Gerakan Transportasi Hening, Perlawanan Membabi Butanya Penagihan Royalti Musik

PO Bus, Royalti musik, Gerakan Transportasi Hening, Perlawanan Membabi Butanya Penagihan Royalti Musik

SEKITAR dua pekan terakhir, pungutan royalti musik oleh Lembaga Menajemen Kolektif Nasional (LMKN) menjadi salah satu isu yang dibahas secara nasional. Ada beberapa penagihan royalti yang terkesan berlebihan.

Sebagai contoh, hotel di Bandung yang ditagih royalti karena diduga memutar musik. Padahal, hotel tersebut tidak memutar musik, melainkan menggunakan suara burung peliharaan mereka.

Sementara di Lombok, hotel mengaku dikirim surat pembayaran royalti oleh LMKN. Padahal, hotel tersebut tidak memutar musik di ruang publik.
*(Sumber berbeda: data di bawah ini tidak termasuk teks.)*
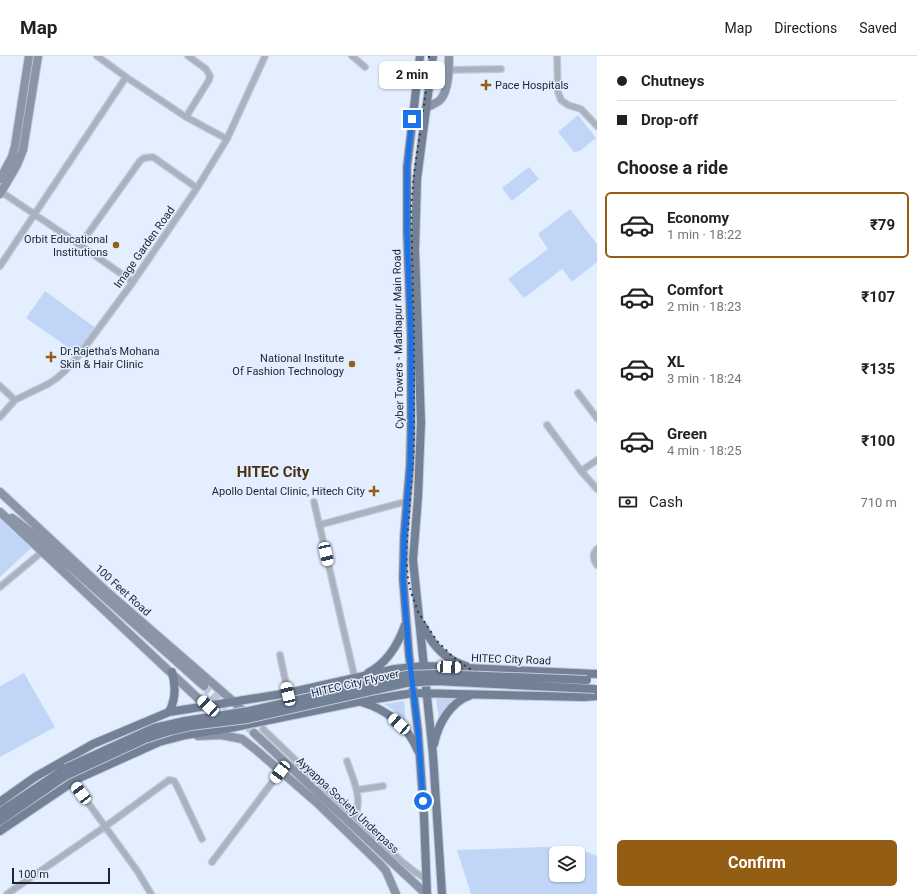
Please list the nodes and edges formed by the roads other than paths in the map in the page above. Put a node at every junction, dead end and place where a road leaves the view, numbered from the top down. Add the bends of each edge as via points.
1 (29, 56) edge
2 (38, 56) edge
3 (97, 56) edge
4 (188, 56) edge
5 (265, 56) edge
6 (352, 56) edge
7 (433, 56) edge
8 (449, 56) edge
9 (557, 56) edge
10 (420, 59) edge
11 (433, 65) junction
12 (365, 67) dead end
13 (501, 68) dead end
14 (448, 70) junction
15 (126, 77) junction
16 (426, 108) junction
17 (186, 117) junction
18 (597, 126) edge
19 (227, 139) junction
20 (0, 179) edge
21 (197, 188) junction
22 (0, 192) edge
23 (34, 215) junction
24 (80, 244) junction
25 (0, 266) edge
26 (133, 282) junction
27 (0, 386) edge
28 (578, 393) dead end
29 (15, 400) junction
30 (0, 417) edge
31 (597, 418) edge
32 (547, 425) dead end
33 (597, 460) edge
34 (581, 471) junction
35 (597, 489) edge
36 (0, 492) edge
37 (408, 501) junction
38 (314, 502) dead end
39 (0, 509) edge
40 (0, 512) edge
41 (319, 525) junction
42 (597, 549) edge
43 (43, 551) junction
44 (597, 565) edge
45 (0, 588) edge
46 (420, 618) junction
47 (405, 622) junction
48 (280, 655) dead end
49 (424, 666) junction
50 (410, 667) junction
51 (474, 668) junction
52 (493, 670) junction
53 (172, 672) junction
54 (597, 674) edge
55 (355, 679) junction
56 (597, 679) edge
57 (204, 686) tunnel mouth
58 (596, 691) edge
59 (427, 692) junction
60 (413, 693) junction
61 (288, 694) junction
62 (474, 694) junction
63 (495, 695) junction
64 (234, 702) junction
65 (357, 702) junction
66 (208, 706) junction
67 (169, 712) junction
68 (255, 724) junction
69 (230, 728) junction
70 (263, 729) dead end
71 (254, 733) tunnel mouth
72 (186, 735) junction
73 (433, 755) junction
74 (420, 756) junction
75 (347, 761) dead end
76 (280, 772) junction
77 (73, 782) junction
78 (383, 786) dead end
79 (357, 790) junction
80 (0, 802) edge
81 (355, 816) junction
82 (1, 817) edge
83 (106, 826) junction
84 (0, 832) edge
85 (202, 839) dead end
86 (212, 862) dead end
87 (426, 879) junction
88 (7, 894) edge
89 (151, 894) edge
90 (396, 894) edge
91 (426, 894) edge
92 (442, 894) edge

1 - 20 main road via 15,146
2 - 22 main road via 22,150 17,165
3 - 15 street
4 - 17 street via 206,69 210,76
5 - 19 street, Image Garden Road
6 - 12 street
7 - 11 main road, Cyber Towers - Madhapur Main Road
8 - 14 main road
9 - 18 street via 558,92 561,100 582,109
10 - 11 main road
10 - 37 main road, Cyber Towers - Madhapur Main Road via 407,167 411,337
11 - 16 main road, Cyber Towers - Madhapur Main Road
13 - 14 street
14 - 16 main road via 443,96 438,102
15 - 17 street
15 - 23 street
16 - 46 main road, Cyber Towers - Madhapur Main Road via 417,179 415,250 422,422 413,560
17 - 19 street
19 - 21 street, Image Garden Road
21 - 24 street via 153,157 144,158
21 - 26 street, Image Garden Road
22 - 23 street
23 - 24 street
23 - 25 street
24 - 26 street
26 - 29 street, Image Garden Road via 66,370 48,384
27 - 29 street
28 - 31 street
29 - 30 street, Image Garden Road
32 - 34 street
33 - 34 street
34 - 35 street
36 - 64 main road, 100 Feet Road via 105,590
37 - 41 street
37 - 47 main road, Cyber Towers - Madhapur Main Road via 403,572
38 - 41 street
39 - 57 main road via 36,536
40 - 43 main road
41 - 55 street
42 - 44 street via 593,556
43 - 45 street
43 - 53 main road
46 - 49 main road
46 - 51 main road via 427,635 440,651 450,659
47 - 50 main road, Cyber Towers - Madhapur Main Road
47 - 55 main road via 390,655 374,669
48 - 61 street
49 - 50 main road, HITEC City Road
49 - 51 main road, HITEC City Road
49 - 59 main road
50 - 55 main road, HITEC City Road via 396,668
50 - 60 main road, Cyber Towers - Madhapur Main Road
51 - 52 main road, HITEC City Road
52 - 54 main road, HITEC City Road
52 - 63 main road via 488,683
53 - 66 main road
53 - 67 main road via 175,693
55 - 61 main road
56 - 82 main road, HITEC City Flyover, bridge via 422,674 393,678 249,711 154,728 66,768
58 - 63 main road via 584,697
58 - 82 main road, HITEC City Flyover, bridge via 421,681 247,719 191,726 145,739 65,776
59 - 60 main road
59 - 62 main road
59 - 73 main road
60 - 65 main road
60 - 74 main road, Cyber Towers - Madhapur Main Road
61 - 64 main road
62 - 63 main road
62 - 73 main road via 462,699 444,719 436,737
64 - 66 main road
64 - 68 main road, 100 Feet Road
65 - 68 main road
65 - 74 main road via 382,710 392,717 406,731
66 - 67 main road
66 - 69 main road
67 - 80 main road via 93,744 35,777
68 - 69 main road
69 - 72 main road
70 - 81 street
71 - 91 main road, Ayyappa Society Underpass
72 - 76 main road via 221,735 242,740
72 - 77 main road via 159,742
73 - 92 main road
74 - 87 main road, Cyber Towers - Madhapur Main Road
75 - 79 street
76 - 86 street
76 - 90 main road via 316,802 380,864
77 - 83 street
77 - 84 main road
78 - 79 street
79 - 81 street via 358,809
81 - 87 street via 400,860
83 - 85 street via 169,780 174,781 177,786
83 - 88 street
83 - 89 street
87 - 91 main road, Cyber Towers - Madhapur Main Road

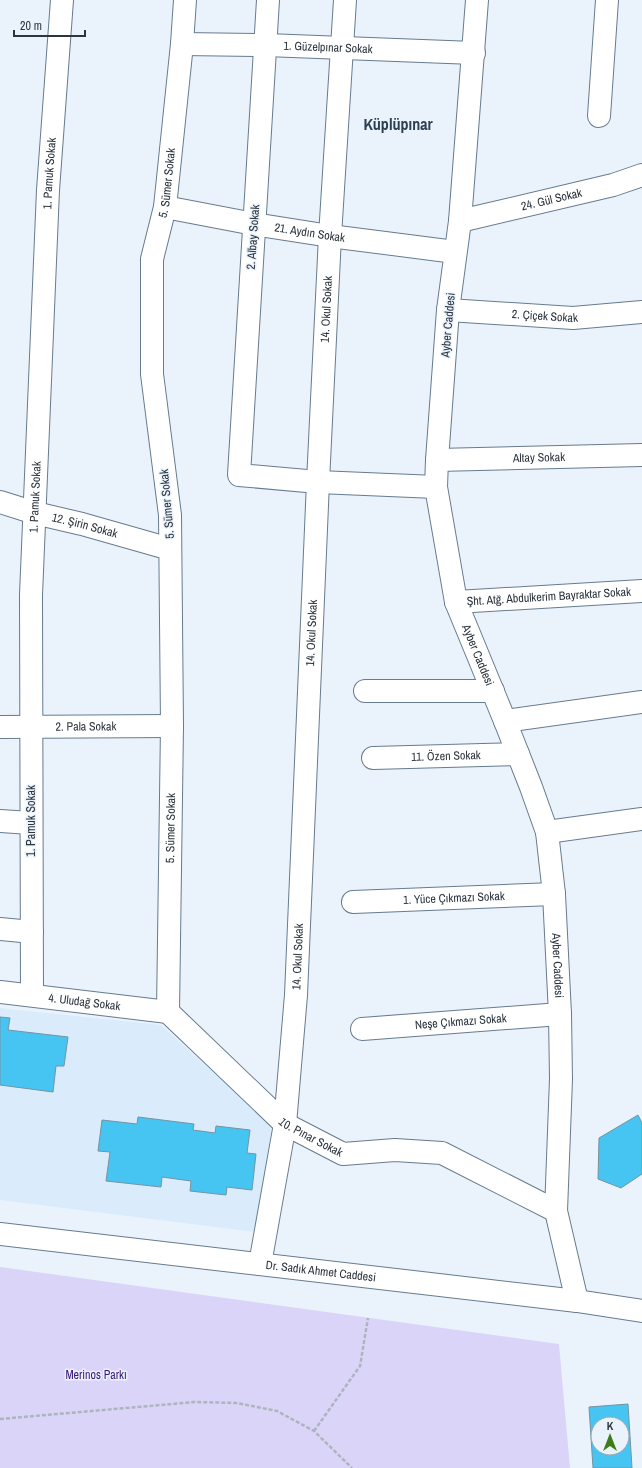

Hotel tersebut mendapat jawaban: royalti tetap ditagih karena bisa saja tamu memutar musik di dalam kamar.

Polemik ini membuat banyak pelaku usaha lain ketar-ketir, tak terkecuali pengusaha bus.

Pada Sabtu (16/8), beberapa akun pemilik bus maupun akun perusahaan otobus (PO) mengunggah gerakan Transportasi Hening. Mereka merespons membabi-butanya penagihan royalti oleh LMKN.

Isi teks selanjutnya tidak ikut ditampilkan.